TASK PROMPT →
Where a picture appears, leave it out, and print the rest of the records as they are.

DATASET CONTENT →
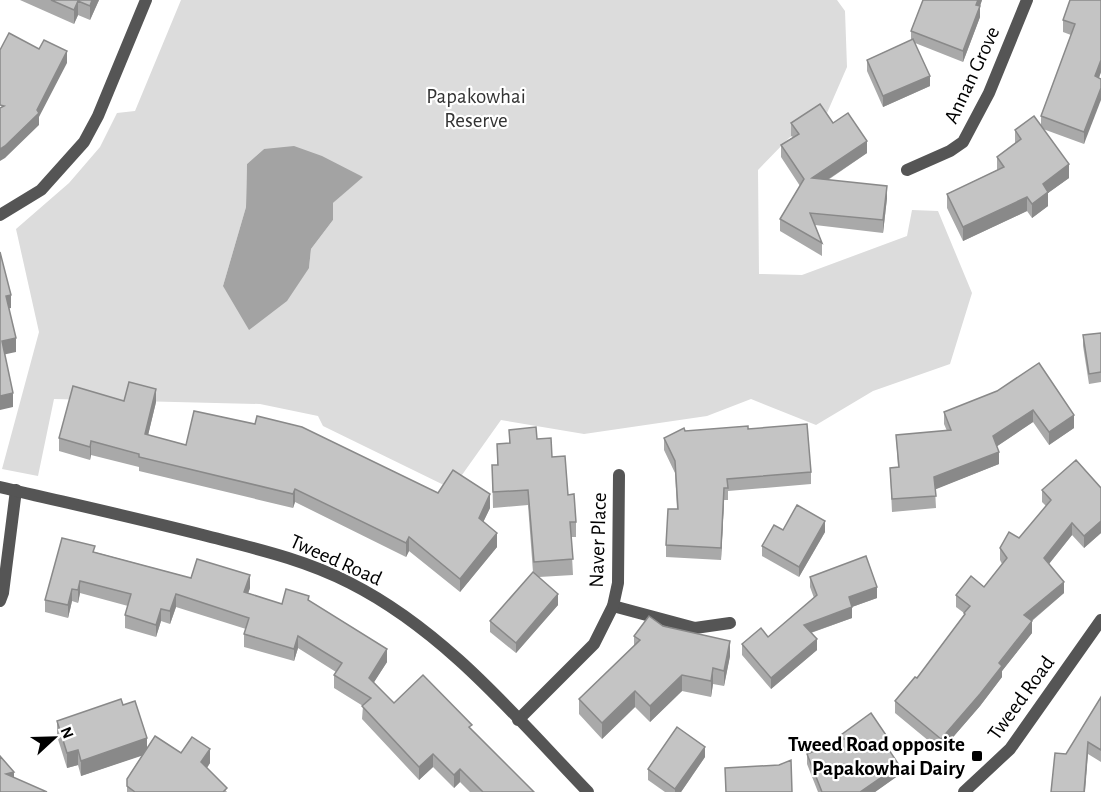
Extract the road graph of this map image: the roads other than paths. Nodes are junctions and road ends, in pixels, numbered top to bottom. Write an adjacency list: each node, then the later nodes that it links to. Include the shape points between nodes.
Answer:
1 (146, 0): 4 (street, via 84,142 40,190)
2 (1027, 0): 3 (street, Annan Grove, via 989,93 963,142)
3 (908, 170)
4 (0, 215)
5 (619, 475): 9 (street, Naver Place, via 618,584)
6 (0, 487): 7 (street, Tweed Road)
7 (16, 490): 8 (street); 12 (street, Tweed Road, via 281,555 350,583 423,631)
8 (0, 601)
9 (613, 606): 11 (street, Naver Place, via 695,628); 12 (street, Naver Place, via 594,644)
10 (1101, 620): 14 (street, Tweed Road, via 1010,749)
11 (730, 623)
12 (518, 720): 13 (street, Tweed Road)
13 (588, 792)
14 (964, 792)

ANSWER TO THIS TASK →
Extract the road graph of this map image: the roads other than paths. Nodes are junctions and road ends, in pixels, numbered top to bottom. Write an adjacency list: each node, then the later nodes that it links to. Include the shape points between nodes.
Answer:
1 (146, 0): 4 (street, via 84,142 40,190)
2 (1027, 0): 3 (street, Annan Grove, via 989,93 963,142)
3 (908, 170)
4 (0, 215)
5 (619, 475): 9 (street, Naver Place, via 618,584)
6 (0, 487): 7 (street, Tweed Road)
7 (16, 490): 8 (street); 12 (street, Tweed Road, via 281,555 350,583 423,631)
8 (0, 601)
9 (613, 606): 11 (street, Naver Place, via 695,628); 12 (street, Naver Place, via 594,644)
10 (1101, 620): 14 (street, Tweed Road, via 1010,749)
11 (730, 623)
12 (518, 720): 13 (street, Tweed Road)
13 (588, 792)
14 (964, 792)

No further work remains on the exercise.